Robert Absalom Thom (14 June 1873 – 2 November 1955) was the final Locomotive, Carriage and Wagon Superintendent of the Lancashire, Derbyshire and East Coast Railway, and became a key figure in the locomotive departments of the company's successors, the Great Central Railway and the London & North Eastern Railway. Thom was born at Aberdeen on 14 June 1873. He attended Robert Gordon's College in Aberdeen, where he received a technical education.

==Career==
===Early years===
He was apprenticed in 1888 to the Great North of Scotland Railway (GNoSR) at their locomotive works at Kittybrewster, just outside Aberdeen. On completion of his apprenticeship in 1893, he became an inspector and then deputy works foreman. He left the GNoSR in 1898, moving to the Neasden works of the Metropolitan Railway, where he was foreman; but he did not stay long, moving to join Thomas Beeley & Sons at Hyde Junction, east of Manchester, as works foreman.

===Lancashire, Derbyshire and East Coast Railway===
On 24 October 1902, he became the Locomotive Inspector of the Lancashire, Derbyshire and East Coast Railway (LDECR), at their Tuxford locomotive works; the post was later renamed Locomotive Superintendent, and in mid 1906 his yearly salary was £350.
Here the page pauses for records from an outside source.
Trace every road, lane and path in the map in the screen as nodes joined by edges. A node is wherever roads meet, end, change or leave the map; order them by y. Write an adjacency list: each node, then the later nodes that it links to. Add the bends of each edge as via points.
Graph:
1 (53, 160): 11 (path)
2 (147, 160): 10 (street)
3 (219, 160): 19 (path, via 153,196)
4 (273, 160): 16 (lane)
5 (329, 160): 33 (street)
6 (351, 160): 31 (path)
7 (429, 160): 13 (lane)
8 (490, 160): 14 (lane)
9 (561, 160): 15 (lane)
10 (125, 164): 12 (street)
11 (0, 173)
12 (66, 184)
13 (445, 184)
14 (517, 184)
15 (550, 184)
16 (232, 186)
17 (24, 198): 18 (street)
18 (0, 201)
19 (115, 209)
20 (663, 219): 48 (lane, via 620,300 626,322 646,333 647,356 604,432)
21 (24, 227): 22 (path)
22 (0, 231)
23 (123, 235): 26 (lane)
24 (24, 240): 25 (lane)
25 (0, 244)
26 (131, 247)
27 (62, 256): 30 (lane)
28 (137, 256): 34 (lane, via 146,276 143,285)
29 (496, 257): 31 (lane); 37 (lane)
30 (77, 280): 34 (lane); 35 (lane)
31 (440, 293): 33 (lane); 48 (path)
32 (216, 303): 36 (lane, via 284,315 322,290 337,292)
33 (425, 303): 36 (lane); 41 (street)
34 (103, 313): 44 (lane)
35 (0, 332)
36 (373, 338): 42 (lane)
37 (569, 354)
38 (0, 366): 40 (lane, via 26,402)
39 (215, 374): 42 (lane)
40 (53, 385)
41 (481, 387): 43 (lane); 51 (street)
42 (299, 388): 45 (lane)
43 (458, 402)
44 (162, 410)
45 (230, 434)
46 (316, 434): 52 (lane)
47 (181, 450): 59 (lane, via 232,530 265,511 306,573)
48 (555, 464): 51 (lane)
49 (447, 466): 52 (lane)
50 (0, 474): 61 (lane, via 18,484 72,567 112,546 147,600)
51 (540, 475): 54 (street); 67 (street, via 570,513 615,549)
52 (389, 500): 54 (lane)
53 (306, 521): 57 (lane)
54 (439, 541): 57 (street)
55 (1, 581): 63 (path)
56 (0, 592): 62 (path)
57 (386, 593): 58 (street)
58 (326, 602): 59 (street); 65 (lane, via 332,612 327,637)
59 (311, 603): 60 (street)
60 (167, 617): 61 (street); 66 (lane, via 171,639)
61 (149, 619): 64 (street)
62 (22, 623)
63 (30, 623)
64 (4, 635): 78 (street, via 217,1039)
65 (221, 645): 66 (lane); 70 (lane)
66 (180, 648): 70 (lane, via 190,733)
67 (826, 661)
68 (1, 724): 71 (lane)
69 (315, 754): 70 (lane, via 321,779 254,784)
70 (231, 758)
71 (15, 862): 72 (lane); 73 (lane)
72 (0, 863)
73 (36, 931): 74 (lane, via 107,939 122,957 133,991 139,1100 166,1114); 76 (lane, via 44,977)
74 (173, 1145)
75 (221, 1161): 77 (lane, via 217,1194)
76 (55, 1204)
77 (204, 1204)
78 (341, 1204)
===Great Central Railway===
The LDECR was absorbed by the Great Central Railway (GCR) at the start of 1907, and he transferred to the GCR's Gorton locomotive works to work as Assistant to the locomotive superintendent John G. Robinson.
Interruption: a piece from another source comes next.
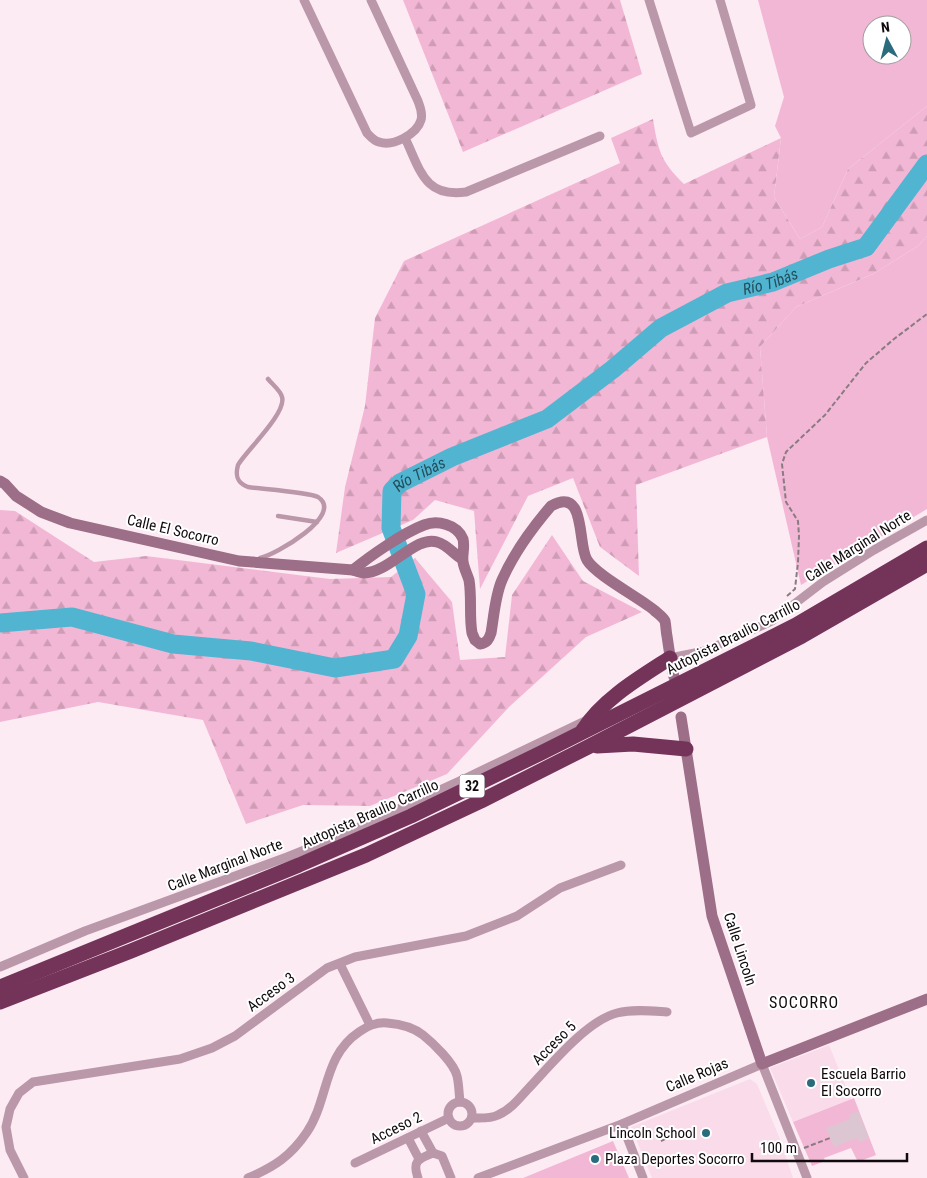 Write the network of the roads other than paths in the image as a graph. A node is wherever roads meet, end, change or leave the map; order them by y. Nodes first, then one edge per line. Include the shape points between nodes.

===London and North Eastern Railway===
At the start of 1923, the GCR became a constituent of the London & North Eastern Railway (LNER), and in the new organisation he was appointed District Mechanical Engineer for the former GC section. One of his tasks was to produce a scheme for the renumbering of the former GCR and GNoSR locomotives within the block of LNER numbers which ran from 5000 to 6999. In this he was assisted by Thomas E. Heywood, the former Locomotive Superintendent of the GNoSR, who was now Mechanical Engineer and Locomotive Running Superintendent, LNER (Northern Scottish Area). The GCR locos took numbers between 5001 and 6494, and the scheme adopted for the GNoSR locomotives was that 6800 should be added to the former GNoSR numbers.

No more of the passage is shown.